Figure out how many lines in the records below hold the string "paths". That number alone is the answer.

[Collection entries]
/---

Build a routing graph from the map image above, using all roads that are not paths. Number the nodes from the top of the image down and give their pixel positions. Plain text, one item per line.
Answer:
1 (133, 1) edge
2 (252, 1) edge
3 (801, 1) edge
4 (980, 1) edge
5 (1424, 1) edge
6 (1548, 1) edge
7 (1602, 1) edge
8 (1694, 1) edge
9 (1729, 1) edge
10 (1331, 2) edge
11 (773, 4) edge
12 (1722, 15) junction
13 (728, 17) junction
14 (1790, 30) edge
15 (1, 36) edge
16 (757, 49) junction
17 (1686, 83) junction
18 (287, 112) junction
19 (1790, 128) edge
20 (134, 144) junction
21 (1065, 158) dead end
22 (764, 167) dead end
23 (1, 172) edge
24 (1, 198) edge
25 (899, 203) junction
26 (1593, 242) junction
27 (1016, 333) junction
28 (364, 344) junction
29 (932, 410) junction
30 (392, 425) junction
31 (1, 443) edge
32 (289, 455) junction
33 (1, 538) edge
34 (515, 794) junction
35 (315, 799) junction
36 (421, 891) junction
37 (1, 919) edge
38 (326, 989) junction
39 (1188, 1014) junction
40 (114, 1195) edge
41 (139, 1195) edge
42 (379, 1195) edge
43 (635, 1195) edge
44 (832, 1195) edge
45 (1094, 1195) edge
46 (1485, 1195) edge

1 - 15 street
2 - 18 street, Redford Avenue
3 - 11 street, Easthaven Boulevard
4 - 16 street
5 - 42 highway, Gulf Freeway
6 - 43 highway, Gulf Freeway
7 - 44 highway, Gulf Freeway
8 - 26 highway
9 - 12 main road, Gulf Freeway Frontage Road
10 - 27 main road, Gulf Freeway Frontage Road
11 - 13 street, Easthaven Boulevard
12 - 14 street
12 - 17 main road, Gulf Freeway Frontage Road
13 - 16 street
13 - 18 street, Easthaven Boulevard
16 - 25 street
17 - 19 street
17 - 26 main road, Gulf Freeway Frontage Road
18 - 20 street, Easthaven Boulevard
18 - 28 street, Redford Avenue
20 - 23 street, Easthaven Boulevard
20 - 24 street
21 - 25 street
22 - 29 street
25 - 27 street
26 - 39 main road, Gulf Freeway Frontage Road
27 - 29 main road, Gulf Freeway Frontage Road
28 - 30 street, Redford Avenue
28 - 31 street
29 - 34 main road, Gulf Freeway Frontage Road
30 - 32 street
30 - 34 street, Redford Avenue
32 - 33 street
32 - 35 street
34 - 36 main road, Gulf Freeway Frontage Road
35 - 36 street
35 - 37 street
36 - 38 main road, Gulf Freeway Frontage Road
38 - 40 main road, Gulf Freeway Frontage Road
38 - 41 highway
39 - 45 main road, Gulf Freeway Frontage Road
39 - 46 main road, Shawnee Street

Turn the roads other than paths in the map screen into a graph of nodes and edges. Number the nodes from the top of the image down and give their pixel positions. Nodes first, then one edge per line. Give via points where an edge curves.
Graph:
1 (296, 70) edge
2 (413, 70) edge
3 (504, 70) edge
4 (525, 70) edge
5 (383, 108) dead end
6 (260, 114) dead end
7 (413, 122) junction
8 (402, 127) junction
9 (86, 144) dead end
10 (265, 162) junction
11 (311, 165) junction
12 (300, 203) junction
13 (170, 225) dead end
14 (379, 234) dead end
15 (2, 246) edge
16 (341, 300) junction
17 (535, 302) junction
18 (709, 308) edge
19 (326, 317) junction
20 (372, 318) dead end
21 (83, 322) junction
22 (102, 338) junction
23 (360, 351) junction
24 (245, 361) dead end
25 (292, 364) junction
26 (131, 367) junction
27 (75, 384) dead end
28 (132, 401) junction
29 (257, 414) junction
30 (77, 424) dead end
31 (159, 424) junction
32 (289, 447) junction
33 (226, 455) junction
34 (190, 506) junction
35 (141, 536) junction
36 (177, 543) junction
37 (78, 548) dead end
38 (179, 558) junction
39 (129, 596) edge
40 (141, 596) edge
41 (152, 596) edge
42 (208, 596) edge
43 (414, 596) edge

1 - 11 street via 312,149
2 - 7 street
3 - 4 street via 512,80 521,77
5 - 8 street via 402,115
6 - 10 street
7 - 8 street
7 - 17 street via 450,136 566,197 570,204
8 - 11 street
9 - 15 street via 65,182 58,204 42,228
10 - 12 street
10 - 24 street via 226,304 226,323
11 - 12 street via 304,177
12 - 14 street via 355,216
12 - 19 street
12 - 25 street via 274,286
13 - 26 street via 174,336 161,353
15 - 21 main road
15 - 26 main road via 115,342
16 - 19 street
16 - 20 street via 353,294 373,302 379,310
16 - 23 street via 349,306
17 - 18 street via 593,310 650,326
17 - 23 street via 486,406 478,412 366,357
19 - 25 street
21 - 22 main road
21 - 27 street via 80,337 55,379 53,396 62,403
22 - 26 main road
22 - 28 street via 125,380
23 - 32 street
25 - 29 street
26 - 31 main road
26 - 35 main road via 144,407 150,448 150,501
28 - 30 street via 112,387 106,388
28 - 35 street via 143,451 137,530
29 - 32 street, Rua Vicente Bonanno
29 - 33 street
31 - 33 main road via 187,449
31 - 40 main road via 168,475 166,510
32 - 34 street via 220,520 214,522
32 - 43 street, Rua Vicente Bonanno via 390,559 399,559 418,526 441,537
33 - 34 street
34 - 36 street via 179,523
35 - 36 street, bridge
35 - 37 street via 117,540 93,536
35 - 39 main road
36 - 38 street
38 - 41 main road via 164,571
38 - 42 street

\---

**RESULT FOR THIS EXERCISE:** 2